Stored data

══════════

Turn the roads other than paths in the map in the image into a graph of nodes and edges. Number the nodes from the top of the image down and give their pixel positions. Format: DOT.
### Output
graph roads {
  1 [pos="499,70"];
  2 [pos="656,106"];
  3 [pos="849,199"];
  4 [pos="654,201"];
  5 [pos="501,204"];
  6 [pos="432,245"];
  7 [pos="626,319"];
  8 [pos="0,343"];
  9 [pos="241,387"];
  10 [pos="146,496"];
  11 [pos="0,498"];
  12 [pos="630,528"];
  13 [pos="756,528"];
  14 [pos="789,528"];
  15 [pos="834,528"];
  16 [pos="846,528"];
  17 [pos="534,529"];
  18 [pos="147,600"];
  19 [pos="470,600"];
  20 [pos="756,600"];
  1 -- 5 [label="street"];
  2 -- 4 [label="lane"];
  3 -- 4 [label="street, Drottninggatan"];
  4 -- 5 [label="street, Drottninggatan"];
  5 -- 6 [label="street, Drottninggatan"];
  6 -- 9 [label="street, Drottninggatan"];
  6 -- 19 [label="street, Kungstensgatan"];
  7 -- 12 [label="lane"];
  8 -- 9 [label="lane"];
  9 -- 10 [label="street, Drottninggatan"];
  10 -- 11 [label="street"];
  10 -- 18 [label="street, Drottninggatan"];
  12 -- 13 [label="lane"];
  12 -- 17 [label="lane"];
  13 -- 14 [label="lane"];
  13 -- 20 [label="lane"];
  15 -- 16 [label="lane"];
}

══════════

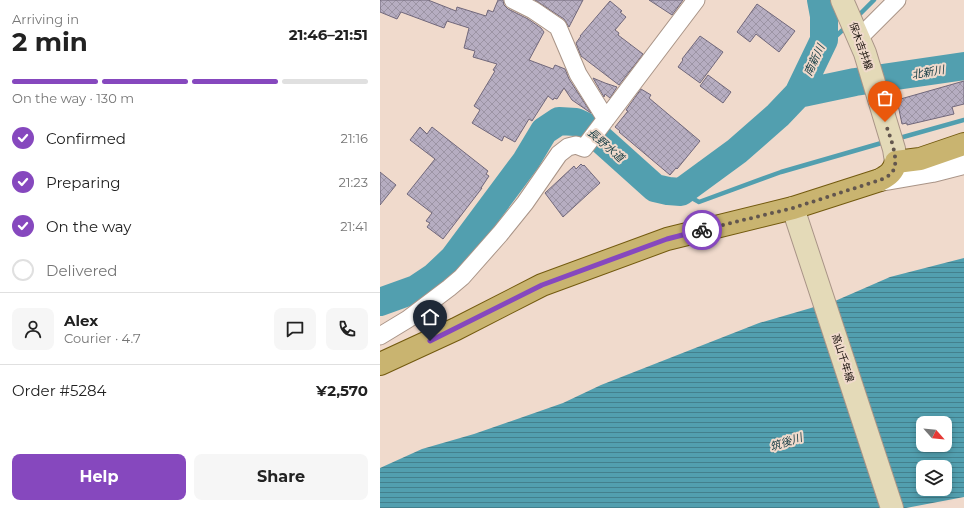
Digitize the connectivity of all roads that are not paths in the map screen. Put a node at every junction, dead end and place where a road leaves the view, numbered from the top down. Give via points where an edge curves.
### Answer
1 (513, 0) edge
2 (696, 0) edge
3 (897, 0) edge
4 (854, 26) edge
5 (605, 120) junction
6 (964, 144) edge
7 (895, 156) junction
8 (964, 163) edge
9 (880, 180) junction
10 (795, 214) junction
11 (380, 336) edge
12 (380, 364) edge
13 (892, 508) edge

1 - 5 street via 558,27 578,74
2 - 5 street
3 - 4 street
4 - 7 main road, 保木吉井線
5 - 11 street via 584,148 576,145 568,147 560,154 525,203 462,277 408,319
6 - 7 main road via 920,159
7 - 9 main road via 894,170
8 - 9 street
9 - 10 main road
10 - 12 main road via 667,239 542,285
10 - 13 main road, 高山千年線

══════════

What needs to be done
Look through the entries above; copy every line holding the string "paths".

Reply
Turn the roads other than paths in the map in the image into a graph of nodes and edges. Number the nodes from the top of the image down and give their pixel positions. Format: DOT.
Digitize the connectivity of all roads that are not paths in the map screen. Put a node at every junction, dead end and place where a road leaves the view, numbered from the top down. Give via points where an edge curves.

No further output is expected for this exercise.